- Opening Delimiter -
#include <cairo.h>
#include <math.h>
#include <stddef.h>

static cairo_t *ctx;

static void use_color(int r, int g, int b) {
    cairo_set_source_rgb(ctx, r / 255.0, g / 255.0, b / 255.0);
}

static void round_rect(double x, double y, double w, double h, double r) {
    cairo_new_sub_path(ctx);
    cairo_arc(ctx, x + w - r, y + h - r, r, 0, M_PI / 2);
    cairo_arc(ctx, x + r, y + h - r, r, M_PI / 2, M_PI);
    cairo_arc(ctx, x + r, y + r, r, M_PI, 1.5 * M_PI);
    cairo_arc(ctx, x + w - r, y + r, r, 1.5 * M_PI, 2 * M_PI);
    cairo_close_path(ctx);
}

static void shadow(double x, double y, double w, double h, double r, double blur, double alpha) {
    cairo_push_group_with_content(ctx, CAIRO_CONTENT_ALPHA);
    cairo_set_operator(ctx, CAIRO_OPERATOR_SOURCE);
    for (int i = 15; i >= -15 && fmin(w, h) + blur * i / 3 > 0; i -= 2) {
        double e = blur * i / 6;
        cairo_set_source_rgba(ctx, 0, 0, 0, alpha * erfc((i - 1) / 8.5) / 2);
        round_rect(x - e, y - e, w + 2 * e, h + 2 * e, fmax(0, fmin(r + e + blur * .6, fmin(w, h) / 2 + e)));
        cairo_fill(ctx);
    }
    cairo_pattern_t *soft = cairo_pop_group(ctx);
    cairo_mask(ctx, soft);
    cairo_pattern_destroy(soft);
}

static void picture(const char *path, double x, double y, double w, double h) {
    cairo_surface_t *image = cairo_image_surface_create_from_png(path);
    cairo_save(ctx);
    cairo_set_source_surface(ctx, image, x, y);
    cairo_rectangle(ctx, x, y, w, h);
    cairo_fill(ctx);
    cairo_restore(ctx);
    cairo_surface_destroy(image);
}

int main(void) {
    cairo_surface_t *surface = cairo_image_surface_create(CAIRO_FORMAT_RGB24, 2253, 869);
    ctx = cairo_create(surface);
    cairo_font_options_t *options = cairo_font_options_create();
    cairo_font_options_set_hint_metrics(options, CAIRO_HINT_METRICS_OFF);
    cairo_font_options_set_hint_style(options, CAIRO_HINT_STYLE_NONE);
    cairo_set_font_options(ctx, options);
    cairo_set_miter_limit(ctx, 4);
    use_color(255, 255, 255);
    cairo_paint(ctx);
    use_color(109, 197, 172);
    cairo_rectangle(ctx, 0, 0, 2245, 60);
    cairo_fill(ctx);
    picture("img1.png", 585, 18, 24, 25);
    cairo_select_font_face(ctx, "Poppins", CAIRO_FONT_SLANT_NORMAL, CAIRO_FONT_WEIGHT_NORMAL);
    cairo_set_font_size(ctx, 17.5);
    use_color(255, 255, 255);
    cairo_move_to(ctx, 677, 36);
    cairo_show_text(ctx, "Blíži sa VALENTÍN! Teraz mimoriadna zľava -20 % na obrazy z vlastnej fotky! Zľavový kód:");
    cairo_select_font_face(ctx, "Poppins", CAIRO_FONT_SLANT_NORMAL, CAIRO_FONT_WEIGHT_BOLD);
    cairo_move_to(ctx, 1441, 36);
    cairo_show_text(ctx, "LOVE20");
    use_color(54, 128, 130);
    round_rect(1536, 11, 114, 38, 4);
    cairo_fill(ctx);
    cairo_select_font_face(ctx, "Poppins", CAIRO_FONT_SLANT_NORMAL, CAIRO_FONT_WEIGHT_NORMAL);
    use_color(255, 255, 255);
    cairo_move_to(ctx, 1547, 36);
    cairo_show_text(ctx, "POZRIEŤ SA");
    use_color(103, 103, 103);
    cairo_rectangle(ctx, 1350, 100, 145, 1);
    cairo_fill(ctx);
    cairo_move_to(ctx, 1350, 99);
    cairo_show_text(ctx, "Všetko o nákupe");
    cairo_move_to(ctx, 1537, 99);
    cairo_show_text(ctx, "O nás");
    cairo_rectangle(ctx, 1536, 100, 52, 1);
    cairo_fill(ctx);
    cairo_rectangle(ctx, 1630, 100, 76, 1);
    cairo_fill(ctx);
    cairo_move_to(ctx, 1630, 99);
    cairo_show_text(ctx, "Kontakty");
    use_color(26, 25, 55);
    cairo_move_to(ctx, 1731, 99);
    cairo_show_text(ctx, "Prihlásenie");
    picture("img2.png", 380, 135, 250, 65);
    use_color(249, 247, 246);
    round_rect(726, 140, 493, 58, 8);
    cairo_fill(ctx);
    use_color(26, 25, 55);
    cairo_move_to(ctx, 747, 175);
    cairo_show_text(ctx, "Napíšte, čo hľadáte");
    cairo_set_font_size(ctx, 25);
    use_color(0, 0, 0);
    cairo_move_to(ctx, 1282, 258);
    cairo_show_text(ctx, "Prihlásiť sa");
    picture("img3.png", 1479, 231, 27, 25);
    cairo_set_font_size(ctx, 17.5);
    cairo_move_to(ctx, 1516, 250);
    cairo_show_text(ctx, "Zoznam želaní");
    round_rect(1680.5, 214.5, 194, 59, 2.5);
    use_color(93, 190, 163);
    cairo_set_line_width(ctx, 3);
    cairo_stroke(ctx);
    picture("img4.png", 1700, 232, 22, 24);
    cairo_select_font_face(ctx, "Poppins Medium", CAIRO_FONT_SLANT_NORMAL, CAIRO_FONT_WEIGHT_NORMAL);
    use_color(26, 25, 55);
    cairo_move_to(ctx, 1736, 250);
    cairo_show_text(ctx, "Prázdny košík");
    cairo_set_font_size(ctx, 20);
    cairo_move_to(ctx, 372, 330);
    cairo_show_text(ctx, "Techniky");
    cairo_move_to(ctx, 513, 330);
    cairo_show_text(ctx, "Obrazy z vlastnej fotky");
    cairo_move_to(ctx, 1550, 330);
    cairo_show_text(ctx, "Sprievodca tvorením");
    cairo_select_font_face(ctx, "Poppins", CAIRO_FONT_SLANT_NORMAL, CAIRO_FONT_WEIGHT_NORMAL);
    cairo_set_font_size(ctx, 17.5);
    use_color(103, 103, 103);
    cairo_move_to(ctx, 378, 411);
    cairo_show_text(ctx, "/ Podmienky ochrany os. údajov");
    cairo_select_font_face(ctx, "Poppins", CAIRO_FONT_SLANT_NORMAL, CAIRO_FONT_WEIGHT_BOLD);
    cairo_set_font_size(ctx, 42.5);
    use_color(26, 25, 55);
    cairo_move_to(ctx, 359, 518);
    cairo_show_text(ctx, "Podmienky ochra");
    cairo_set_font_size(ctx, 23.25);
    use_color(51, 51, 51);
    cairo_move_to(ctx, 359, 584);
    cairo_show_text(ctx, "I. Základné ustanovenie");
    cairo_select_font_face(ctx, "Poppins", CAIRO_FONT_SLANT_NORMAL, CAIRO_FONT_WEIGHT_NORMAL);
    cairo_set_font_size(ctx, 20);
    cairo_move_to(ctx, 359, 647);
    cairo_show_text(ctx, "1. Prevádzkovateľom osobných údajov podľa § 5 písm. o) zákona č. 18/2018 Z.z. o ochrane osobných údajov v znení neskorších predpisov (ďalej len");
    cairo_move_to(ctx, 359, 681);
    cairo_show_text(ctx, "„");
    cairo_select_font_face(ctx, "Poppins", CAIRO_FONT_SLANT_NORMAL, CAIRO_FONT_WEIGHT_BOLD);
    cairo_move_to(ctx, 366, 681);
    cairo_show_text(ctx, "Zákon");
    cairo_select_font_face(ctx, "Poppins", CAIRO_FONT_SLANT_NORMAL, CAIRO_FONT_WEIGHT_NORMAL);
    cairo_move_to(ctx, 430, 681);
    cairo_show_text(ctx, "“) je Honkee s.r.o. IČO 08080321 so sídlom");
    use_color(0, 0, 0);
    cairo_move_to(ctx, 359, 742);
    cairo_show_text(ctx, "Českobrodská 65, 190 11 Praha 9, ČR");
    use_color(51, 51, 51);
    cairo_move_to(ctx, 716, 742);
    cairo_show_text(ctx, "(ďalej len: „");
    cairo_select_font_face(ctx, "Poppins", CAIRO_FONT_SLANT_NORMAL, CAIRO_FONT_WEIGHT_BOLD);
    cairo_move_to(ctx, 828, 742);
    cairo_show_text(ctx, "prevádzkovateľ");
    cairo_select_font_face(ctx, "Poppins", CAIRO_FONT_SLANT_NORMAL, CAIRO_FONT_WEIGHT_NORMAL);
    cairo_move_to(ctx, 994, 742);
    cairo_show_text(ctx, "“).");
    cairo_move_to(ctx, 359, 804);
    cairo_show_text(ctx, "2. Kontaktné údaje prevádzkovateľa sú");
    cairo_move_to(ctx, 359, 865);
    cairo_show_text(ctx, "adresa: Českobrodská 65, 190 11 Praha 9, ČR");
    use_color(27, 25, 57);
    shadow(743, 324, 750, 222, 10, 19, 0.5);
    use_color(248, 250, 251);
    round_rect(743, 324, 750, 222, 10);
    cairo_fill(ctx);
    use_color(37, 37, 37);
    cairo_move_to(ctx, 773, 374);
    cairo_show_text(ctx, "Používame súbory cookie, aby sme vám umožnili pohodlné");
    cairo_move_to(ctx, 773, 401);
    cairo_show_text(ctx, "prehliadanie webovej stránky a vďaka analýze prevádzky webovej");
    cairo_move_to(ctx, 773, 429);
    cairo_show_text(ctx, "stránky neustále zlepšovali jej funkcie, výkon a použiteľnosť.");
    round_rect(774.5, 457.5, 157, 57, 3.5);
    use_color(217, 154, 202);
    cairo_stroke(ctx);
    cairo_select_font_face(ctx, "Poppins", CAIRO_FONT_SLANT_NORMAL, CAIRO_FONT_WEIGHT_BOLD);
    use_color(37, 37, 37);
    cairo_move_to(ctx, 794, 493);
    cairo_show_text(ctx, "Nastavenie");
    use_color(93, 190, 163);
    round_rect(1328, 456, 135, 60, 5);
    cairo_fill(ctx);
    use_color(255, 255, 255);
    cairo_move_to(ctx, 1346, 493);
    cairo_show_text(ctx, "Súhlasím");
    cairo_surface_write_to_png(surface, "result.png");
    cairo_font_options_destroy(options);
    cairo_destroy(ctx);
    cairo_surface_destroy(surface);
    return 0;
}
- Closing Delimiter -
## Work required
Write out, from the lines above, only those from the line with "cairo_set_font_options(ctx, options);" to the line with "cairo_set_miter_limit(ctx, 4);", exactly as given, including the first and the last.

## Solution for this problem
    cairo_set_font_options(ctx, options);
    cairo_set_miter_limit(ctx, 4);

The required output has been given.